ThreatSTOP in the real world

 

We’ve mentioned ThreatSTOP repeatedly in the past. It is an IP Reputation service which provides a critical compliment to any firewall, from iptables through to high-end hardware based solutions. It blocks traffic to AND from known bad IP addresses, those addresses being continually updated. Our honeypot and darknet are data sources but there are dozens more, including some which to put it bluntly you need to listen to.

The service is delivered over DNS and configured through a web interface. You can choose from 30 or so different data feeds to apply, configure your own white/black lists, and even apply geographic filtering to block areas of the world you do not do business with but may see high levels of intrusion attempts from. If your firewall can submit logs back it will also report on what has been dropped and why.
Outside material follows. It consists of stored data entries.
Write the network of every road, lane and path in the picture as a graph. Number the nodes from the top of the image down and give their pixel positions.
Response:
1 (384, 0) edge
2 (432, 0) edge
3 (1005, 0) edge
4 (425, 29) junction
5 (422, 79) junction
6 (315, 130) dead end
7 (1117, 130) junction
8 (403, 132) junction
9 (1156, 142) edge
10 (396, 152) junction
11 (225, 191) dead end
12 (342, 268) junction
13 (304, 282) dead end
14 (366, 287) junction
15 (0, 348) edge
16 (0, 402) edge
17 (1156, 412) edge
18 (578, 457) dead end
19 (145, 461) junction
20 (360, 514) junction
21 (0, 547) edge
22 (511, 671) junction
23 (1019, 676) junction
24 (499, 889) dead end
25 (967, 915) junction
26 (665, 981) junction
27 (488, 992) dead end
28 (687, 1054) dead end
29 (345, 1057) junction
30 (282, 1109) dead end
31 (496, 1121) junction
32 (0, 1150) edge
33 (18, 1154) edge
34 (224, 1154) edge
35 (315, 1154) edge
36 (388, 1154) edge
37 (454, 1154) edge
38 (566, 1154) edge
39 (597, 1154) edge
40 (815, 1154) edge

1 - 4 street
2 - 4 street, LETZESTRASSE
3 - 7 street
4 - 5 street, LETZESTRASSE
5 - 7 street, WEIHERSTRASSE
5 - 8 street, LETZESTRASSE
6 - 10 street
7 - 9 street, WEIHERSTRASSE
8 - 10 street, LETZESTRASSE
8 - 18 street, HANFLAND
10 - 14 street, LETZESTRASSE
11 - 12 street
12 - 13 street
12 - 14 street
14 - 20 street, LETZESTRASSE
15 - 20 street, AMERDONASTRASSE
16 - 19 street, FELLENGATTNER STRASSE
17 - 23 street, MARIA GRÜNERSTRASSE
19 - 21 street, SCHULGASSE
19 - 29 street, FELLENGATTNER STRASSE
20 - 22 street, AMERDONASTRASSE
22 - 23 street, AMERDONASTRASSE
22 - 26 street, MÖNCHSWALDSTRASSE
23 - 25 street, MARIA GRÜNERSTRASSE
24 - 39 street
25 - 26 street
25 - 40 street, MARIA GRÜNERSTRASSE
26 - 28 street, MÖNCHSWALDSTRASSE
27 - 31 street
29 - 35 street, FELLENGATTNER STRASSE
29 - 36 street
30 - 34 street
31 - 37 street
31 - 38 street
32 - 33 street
So why are we banging on about this? Three reasons:

  • – we use it ourselves and can evidence the results
  • – a recent report from McAfee shows the largest rise in malware in 4 years
  • – pricing has been dramatically reduced from September 1st and is now at a level which should be a no-brainer for your own equipment and a revenue opportunity for you in protecting your customers

Our results

We apply multiple layers of security to our network for obvious reasons. It is fair to say that most traffic gets blocked by our basic firewall rules, e.g. Conficker traffic on port 445 will not be passed simply because port 445 has no services listening on it. As our Darknet research has shown, the majority of ‘noise’ on the Internet is represented by this and similar. Then there’s the network scans seeking open ssh ports etc. – we block them too. In fact there’s not a lot we don’t block, keeping open only essential ports.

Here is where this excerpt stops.